Friday, September 22, 2006


Microsoft clearly demonstrated the benefits of competition to the consumer last week.

Yesterday, they announced this (thanks Gamespot):
Microsoft has now apparently admitted that the initial shipments of Xbox 360s were failing at a greater than normal rate. "As part of our standard and ongoing process of analyzing repair data, we recently noticed a higher than usual number of [360] units coming in for repair," Microsoft said in a statement sent to GameSpot. "Upon further investigation, it was further discovered that the bulk of the units were isolated to a group that was part of the initial manufacturing run of the console. Returns for repair are coming in for a variety reasons and it's a higher rate than we are satisfied with."

As a result of their findings, Microsoft has "made the decision to comp repairs for consoles manufactured before January 1, [2006] and provide refunds to the small group of customers who have already paid for repairs." As was the case last year, those wishing to get their consoles repaired or replaced should contact Xbox customer support.

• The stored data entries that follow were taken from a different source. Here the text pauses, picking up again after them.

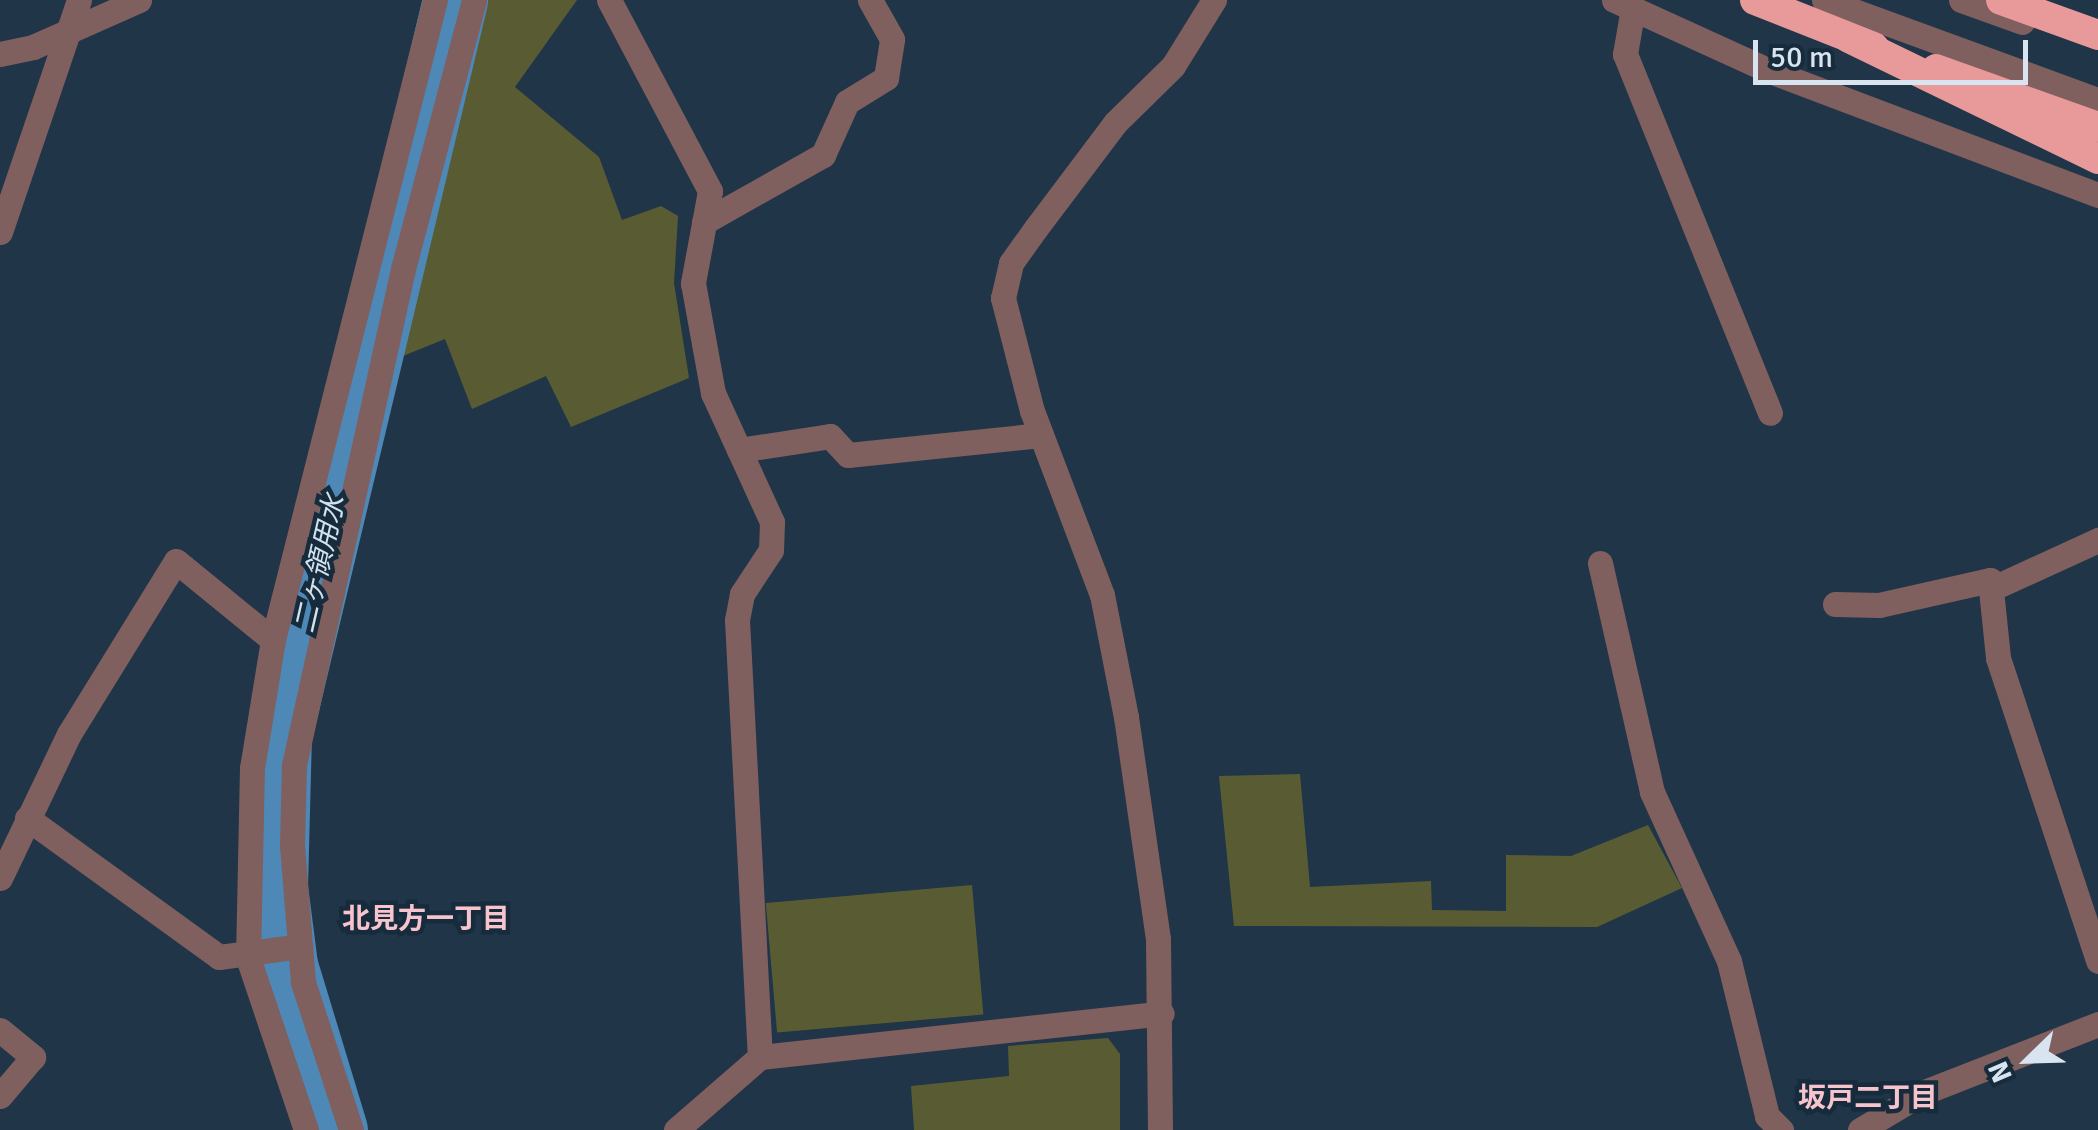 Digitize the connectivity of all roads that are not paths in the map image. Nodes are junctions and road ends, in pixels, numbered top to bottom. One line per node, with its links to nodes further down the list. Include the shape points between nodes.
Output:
1 (79, 0): 13 (street)
2 (139, 0): 13 (street)
3 (435, 0): 32 (street)
4 (474, 0): 35 (street, via 403,269 294,765)
5 (609, 0): 23 (street, via 710,191)
6 (870, 0): 23 (street, via 892,39 886,78 847,102 823,154)
7 (1214, 0): 26 (street, via 1173,66 1115,124 1012,263 1003,298 1009,336)
8 (1755, 0): 15 (highway)
9 (1824, 0): 18 (street)
10 (1961, 0): 16 (street)
11 (2001, 0): 14 (highway)
12 (1624, 4): 22 (street, via 1770,70); 25 (street, via 1625,54)
13 (69, 32): 17 (street); 24 (street)
14 (2098, 36)
15 (1849, 38): 19 (highway, bridge); 21 (highway, bridge)
16 (2098, 49)
17 (0, 54)
18 (2098, 100)
19 (2098, 127)
20 (2098, 148): 22 (street)
21 (2098, 159)
22 (2090, 192)
23 (704, 222): 27 (street, via 693,283 713,393)
24 (0, 232)
25 (1770, 412)
26 (1041, 435): 27 (street, via 848,455 830,436); 38 (street, via 1102,594 1146,856)
27 (740, 450): 41 (street, via 772,522 771,550 742,594 736,620)
28 (2098, 540): 30 (street)
29 (1600, 564): 47 (street, via 1652,792 1729,962 1767,1116)
30 (1991, 589): 31 (street, via 1990,580 1879,605); 37 (street, via 1998,658)
31 (1835, 604)
32 (273, 640): 33 (street, via 176,561 69,734); 36 (street, via 252,768)
33 (27, 818): 34 (street); 36 (street, via 219,958)
34 (0, 878)
35 (300, 946): 36 (street); 44 (street, via 308,996)
36 (248, 958): 43 (street)
37 (2098, 961)
38 (1162, 1012): 41 (street); 46 (street)
39 (2098, 1024): 48 (street, via 1922,1093)
40 (0, 1030): 42 (street, via 33,1057)
41 (760, 1057): 45 (street)
42 (0, 1096)
43 (306, 1130)
44 (351, 1130)
45 (676, 1130)
46 (1160, 1130)
47 (1781, 1130)
48 (1860, 1130) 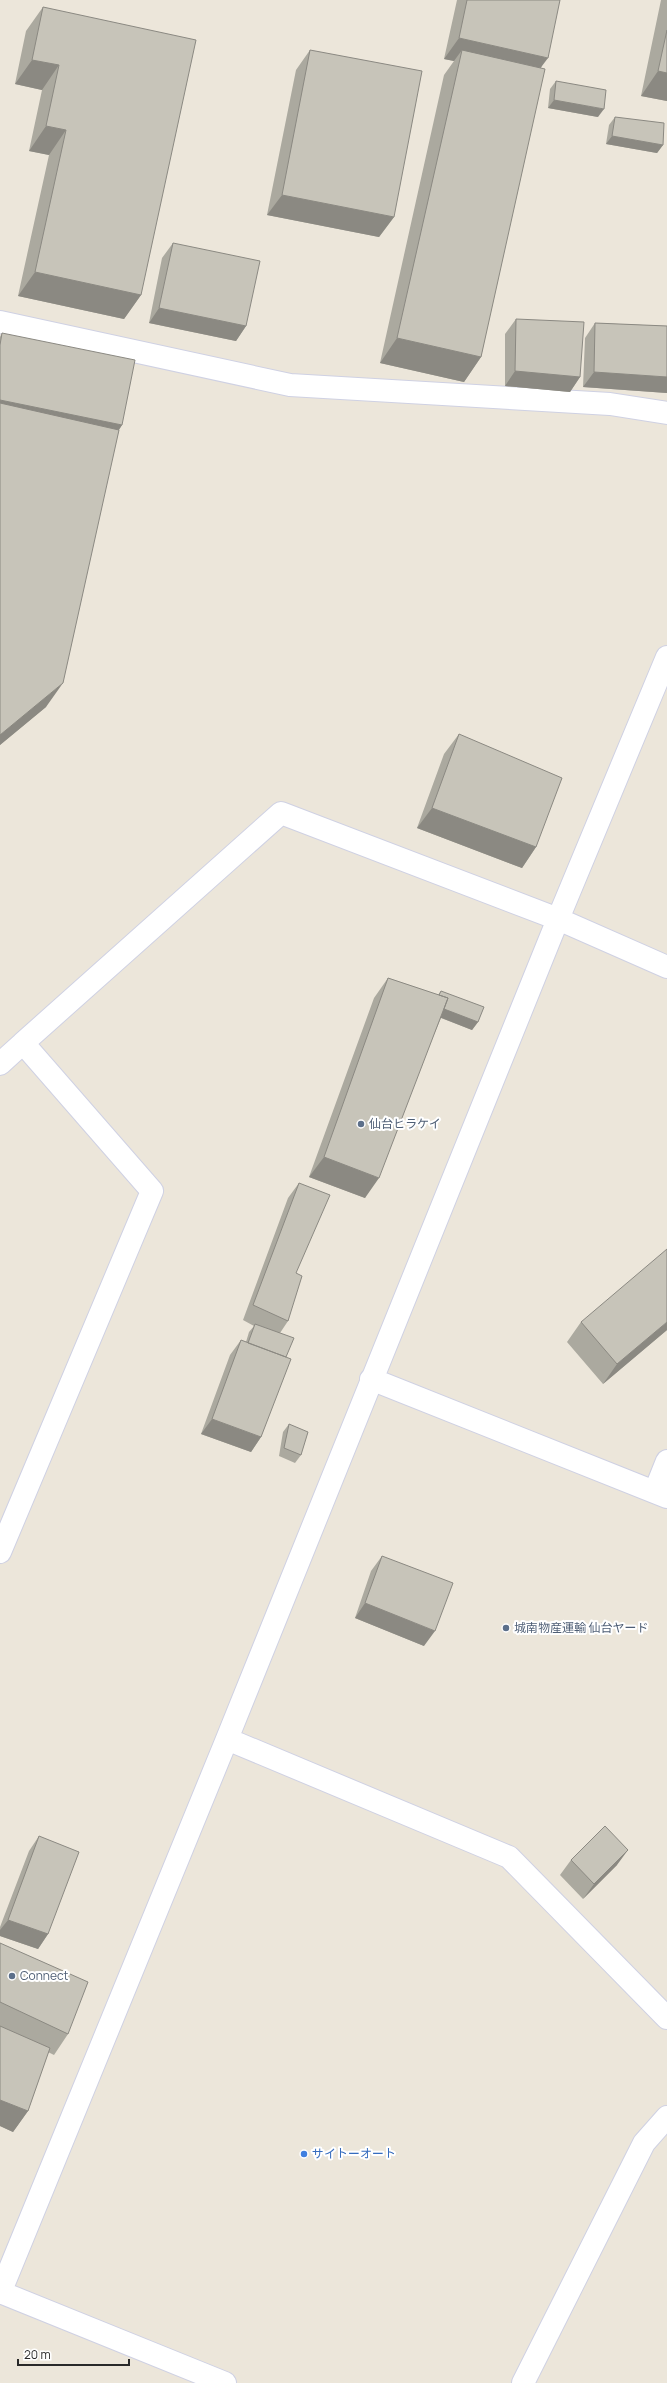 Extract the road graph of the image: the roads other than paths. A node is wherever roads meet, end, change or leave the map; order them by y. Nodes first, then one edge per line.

Given that Microsoft could have dissembled forever that the actual failure rate was "in line" with other electronic devices, this is a relatively stunning admission.

Consumer-friendly, as it were.

Now let's look at what the same company did earlier this week with the release of Windows Media Player 11. Look at this Orwellian bit of linguistics in the read me:
Windows Media Player 11 does not permit you to back up your media usage rights (previously known as licenses). However, depending upon where your protected files came from, you might be able to restore your rights over the Internet.

Isn't that clever? All we own now is the right to use the media. And if we want to move the music we bought from our PC to our laptop--sorry. Not unless we go back through the original point of purchase and get their authorization. And if they don't exist anymore, or they're assholes, well, tough luck.

That's how Microsoft handles features in their operating system, because they can. For all intents and purposes, it's a monopoly.

You may not realize this if you're an international reader, but consumer rights in the United States are absolute shit. I can't imagine any country having weaker consumer protection laws than we do. And our elected representatives seem to be too busy jamming their pockets with lucre or wrapping themselves in the flag to care.